Task item -
Retrieve each line that contains the word "VICTOIRE" from the entries below.

Segment Start: Data extract

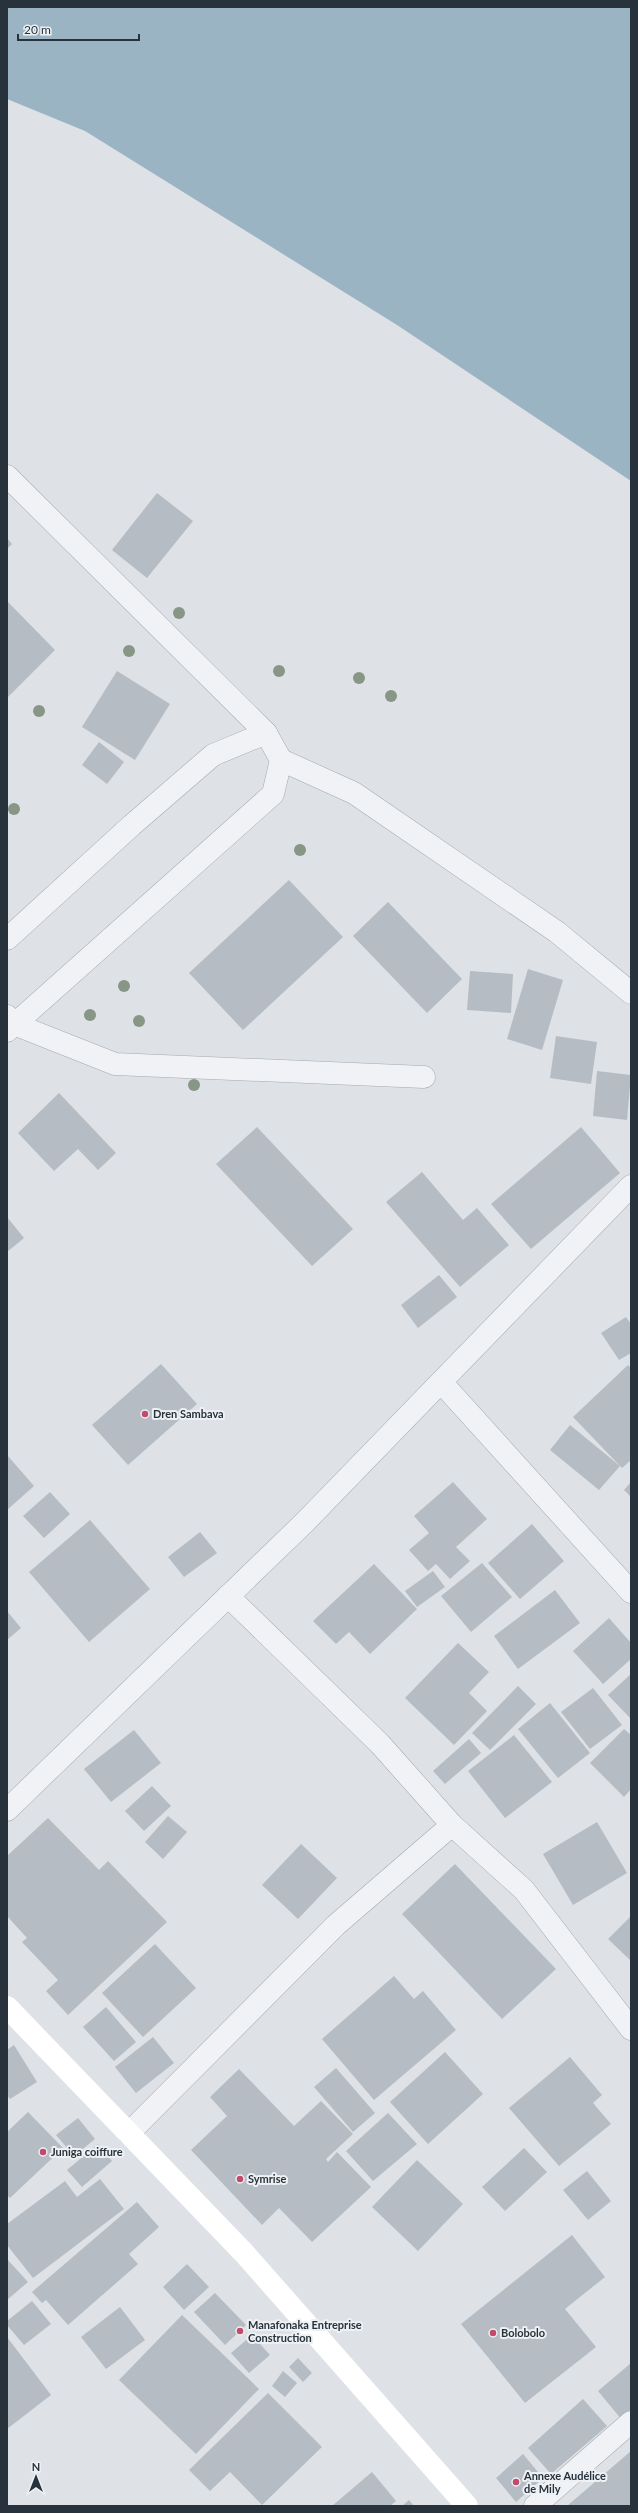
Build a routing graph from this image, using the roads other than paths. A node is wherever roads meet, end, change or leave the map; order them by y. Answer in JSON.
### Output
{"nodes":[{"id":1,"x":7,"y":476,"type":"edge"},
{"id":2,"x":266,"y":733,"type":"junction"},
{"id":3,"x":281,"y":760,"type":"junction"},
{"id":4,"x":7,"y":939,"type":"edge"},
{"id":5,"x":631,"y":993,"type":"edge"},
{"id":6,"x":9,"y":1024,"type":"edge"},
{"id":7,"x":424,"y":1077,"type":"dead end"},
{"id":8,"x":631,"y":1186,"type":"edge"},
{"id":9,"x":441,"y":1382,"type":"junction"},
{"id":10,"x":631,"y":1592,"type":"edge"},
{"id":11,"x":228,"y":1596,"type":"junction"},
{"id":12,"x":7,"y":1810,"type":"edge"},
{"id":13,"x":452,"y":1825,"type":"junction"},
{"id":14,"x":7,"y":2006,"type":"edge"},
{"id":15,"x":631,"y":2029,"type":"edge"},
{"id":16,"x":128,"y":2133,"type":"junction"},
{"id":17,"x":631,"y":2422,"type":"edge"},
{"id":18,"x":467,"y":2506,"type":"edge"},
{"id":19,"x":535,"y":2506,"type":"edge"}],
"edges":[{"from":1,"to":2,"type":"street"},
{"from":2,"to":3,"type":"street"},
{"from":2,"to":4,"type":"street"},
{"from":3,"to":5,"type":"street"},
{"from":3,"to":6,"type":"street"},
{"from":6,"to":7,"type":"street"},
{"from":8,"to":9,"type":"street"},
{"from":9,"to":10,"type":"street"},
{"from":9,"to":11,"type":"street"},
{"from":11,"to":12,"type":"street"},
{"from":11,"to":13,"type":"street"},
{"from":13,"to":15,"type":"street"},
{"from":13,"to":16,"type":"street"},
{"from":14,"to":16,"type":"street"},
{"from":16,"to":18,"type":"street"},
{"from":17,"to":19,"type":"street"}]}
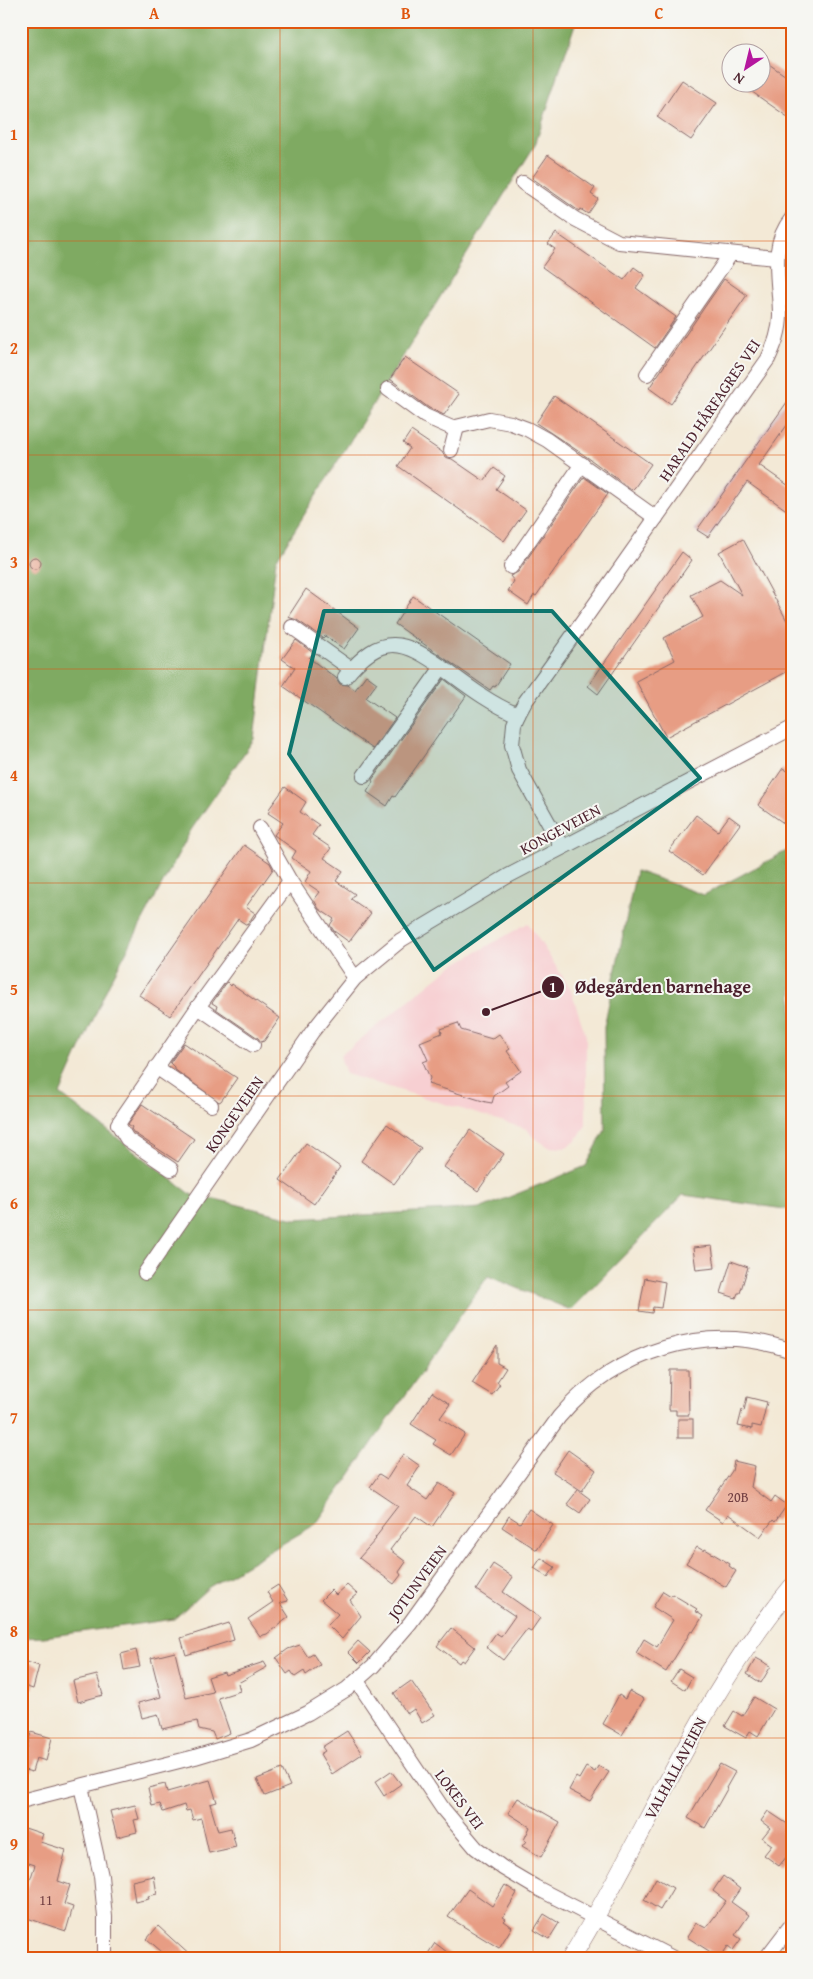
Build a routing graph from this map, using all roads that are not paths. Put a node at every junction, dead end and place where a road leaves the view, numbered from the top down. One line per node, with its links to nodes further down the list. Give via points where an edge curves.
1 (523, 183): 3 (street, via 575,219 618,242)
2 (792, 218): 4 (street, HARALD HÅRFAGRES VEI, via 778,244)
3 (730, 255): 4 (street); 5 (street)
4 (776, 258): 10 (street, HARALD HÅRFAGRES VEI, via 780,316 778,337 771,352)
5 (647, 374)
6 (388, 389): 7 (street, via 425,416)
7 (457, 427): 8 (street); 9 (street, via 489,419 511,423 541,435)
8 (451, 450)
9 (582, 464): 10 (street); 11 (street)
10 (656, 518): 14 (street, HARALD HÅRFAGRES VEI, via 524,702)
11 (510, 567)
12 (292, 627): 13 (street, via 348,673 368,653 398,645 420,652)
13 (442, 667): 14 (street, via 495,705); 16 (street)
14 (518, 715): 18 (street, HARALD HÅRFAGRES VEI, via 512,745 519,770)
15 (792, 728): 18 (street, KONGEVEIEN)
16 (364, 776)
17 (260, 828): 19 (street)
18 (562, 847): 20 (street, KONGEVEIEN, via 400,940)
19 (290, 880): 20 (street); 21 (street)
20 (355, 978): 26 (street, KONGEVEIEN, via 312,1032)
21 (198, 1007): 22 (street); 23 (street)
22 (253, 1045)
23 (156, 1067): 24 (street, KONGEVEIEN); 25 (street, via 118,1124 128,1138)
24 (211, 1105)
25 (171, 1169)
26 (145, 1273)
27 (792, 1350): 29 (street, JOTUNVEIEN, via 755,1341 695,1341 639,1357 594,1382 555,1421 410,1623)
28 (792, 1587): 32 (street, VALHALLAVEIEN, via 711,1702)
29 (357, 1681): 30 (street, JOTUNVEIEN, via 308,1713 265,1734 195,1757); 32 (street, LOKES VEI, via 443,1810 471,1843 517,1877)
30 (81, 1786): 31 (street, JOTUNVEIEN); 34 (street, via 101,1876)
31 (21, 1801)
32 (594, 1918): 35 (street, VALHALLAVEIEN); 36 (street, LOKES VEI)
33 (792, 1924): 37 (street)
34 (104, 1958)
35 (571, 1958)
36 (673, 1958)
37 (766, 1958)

Segment End: Data extract
Segment Start: Data extract

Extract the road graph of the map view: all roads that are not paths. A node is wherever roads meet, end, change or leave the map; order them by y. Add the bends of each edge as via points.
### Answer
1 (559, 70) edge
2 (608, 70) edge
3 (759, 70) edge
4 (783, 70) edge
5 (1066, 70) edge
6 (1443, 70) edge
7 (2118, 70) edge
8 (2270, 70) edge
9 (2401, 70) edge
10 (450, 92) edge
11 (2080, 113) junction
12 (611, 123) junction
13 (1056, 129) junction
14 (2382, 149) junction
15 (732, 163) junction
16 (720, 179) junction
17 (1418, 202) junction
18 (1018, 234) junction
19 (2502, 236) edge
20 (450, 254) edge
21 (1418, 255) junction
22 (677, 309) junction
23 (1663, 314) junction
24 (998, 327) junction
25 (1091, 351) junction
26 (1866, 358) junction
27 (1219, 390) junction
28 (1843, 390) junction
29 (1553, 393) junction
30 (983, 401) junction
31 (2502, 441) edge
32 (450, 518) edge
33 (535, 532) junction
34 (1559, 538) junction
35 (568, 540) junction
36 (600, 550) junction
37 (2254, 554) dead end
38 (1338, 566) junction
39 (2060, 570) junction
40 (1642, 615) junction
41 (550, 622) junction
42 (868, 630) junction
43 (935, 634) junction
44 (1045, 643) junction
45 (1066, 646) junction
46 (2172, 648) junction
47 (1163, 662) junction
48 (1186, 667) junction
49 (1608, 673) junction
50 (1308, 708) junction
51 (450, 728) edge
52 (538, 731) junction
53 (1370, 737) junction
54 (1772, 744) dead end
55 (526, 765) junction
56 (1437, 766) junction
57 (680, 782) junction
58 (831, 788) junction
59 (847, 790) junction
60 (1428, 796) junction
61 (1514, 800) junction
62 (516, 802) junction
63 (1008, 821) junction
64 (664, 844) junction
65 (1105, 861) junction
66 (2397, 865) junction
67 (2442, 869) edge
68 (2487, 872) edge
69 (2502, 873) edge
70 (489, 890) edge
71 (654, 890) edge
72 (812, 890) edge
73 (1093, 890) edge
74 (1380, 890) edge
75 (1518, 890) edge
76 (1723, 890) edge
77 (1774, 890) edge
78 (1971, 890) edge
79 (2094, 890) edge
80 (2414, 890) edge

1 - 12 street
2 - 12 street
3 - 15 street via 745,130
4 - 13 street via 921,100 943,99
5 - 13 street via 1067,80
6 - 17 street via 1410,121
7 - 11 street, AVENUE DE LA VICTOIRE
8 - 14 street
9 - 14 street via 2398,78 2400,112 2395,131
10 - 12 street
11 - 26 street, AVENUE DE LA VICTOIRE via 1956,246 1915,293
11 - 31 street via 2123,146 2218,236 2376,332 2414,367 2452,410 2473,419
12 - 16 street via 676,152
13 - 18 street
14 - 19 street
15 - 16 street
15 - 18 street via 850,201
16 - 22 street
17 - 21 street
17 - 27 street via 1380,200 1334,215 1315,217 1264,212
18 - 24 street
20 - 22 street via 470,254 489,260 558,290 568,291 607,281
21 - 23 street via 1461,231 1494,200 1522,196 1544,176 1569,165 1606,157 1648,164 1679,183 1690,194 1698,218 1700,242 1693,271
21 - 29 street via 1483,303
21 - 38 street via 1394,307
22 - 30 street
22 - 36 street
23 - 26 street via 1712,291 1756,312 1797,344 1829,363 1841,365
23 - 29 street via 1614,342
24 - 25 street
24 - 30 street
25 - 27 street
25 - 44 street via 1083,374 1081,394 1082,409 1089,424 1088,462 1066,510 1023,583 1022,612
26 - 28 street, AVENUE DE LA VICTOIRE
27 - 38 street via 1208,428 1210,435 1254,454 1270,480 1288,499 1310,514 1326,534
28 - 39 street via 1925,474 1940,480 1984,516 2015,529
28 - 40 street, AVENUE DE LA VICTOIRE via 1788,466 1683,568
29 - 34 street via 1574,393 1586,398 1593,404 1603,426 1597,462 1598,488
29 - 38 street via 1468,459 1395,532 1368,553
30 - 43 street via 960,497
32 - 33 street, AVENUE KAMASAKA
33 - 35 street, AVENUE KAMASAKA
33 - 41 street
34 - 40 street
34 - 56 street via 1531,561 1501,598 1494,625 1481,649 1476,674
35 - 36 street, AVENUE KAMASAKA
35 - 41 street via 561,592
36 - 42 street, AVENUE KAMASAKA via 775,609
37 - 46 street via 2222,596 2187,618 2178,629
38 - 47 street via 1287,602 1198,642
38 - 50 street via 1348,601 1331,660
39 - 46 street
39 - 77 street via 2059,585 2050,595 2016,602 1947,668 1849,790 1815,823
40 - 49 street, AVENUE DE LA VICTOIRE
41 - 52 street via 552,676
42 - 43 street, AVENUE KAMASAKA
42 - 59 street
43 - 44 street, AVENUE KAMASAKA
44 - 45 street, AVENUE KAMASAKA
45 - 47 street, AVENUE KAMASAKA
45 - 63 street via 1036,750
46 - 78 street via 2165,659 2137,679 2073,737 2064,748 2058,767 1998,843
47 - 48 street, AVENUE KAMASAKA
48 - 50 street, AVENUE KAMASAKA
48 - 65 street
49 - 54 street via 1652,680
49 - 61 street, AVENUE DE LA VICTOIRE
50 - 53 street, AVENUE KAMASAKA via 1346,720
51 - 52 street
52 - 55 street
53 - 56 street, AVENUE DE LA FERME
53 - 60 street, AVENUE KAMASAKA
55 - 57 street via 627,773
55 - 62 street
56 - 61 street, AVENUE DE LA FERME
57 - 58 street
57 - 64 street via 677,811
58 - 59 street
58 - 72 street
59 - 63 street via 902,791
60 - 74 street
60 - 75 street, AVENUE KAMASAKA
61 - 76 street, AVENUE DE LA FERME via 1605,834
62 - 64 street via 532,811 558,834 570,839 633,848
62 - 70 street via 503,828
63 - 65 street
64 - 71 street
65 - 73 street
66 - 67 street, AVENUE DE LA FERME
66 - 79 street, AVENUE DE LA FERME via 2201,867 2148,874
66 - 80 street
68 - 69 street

Segment End: Data extract

Solution for this exercise -
7 - 11 street, AVENUE DE LA VICTOIRE
11 - 26 street, AVENUE DE LA VICTOIRE via 1956,246 1915,293
26 - 28 street, AVENUE DE LA VICTOIRE
28 - 40 street, AVENUE DE LA VICTOIRE via 1788,466 1683,568
40 - 49 street, AVENUE DE LA VICTOIRE
49 - 61 street, AVENUE DE LA VICTOIRE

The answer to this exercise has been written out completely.